● What to produce:
Every record must come back unchanged, apart from the pictures, which are dropped.

● Provided information:
::::::
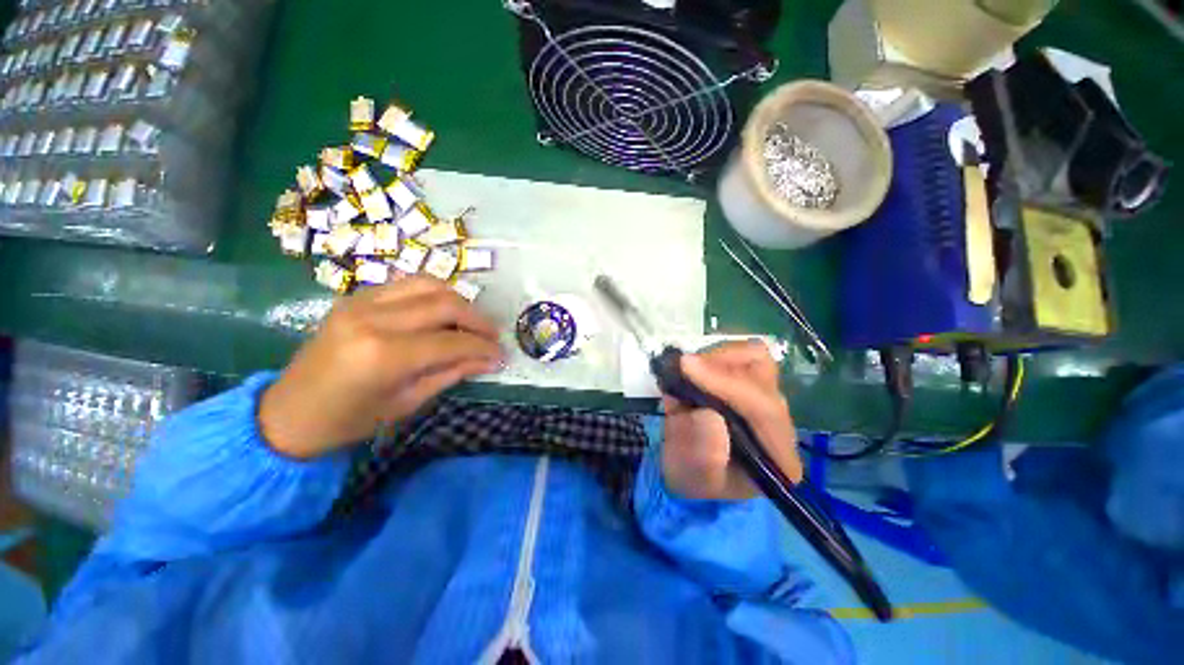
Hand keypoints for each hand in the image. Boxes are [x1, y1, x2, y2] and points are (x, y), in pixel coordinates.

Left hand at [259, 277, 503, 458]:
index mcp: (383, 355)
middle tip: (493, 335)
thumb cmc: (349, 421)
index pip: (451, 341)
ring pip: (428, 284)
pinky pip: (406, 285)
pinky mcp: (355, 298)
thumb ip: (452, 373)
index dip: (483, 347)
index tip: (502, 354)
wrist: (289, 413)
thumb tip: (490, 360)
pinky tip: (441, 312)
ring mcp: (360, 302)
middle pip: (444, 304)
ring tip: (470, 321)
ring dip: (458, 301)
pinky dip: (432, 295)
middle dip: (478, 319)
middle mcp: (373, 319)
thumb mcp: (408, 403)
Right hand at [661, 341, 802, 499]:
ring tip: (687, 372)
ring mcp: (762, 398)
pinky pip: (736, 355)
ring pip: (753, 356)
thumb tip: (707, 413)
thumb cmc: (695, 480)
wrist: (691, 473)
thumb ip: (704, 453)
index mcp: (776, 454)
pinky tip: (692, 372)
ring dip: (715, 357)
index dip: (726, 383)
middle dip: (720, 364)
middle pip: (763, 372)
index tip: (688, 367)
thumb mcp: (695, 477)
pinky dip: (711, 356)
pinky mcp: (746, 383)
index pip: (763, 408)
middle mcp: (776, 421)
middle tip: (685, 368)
::::::
● Completed task:
Hand keypoints for each hand in the image. Boxes are [x1, y1, x2, y2] and points are (x, y), in pixel coordinates.

Left hand at [259, 277, 503, 458]:
index mcp: (383, 355)
middle tip: (493, 335)
thumb cmc: (349, 421)
index pip: (451, 341)
ring pip: (428, 284)
pinky pip: (406, 285)
pinky mcp: (355, 298)
thumb ip: (452, 373)
index dip: (483, 347)
index tip: (502, 354)
wrist: (289, 413)
thumb tip: (490, 360)
pinky tip: (441, 312)
ring mcp: (360, 302)
middle pip: (444, 304)
ring tip: (470, 321)
ring dip: (458, 301)
pinky dip: (432, 295)
middle dip: (478, 319)
middle mcp: (373, 319)
thumb mcp: (408, 403)
Right hand at [661, 341, 802, 499]:
ring tip: (687, 372)
ring mcp: (762, 398)
pinky pip: (736, 355)
ring pip: (753, 356)
thumb tip: (707, 413)
thumb cmc: (695, 480)
wrist: (691, 473)
thumb ip: (704, 453)
index mcp: (776, 454)
pinky tip: (692, 372)
ring dip: (715, 357)
index dip: (726, 383)
middle dip: (720, 364)
middle pip: (763, 372)
index tip: (688, 367)
thumb mcp: (695, 477)
pinky dip: (711, 356)
pinky mcp: (746, 383)
index pip: (763, 408)
middle mcp: (776, 421)
middle tip: (685, 368)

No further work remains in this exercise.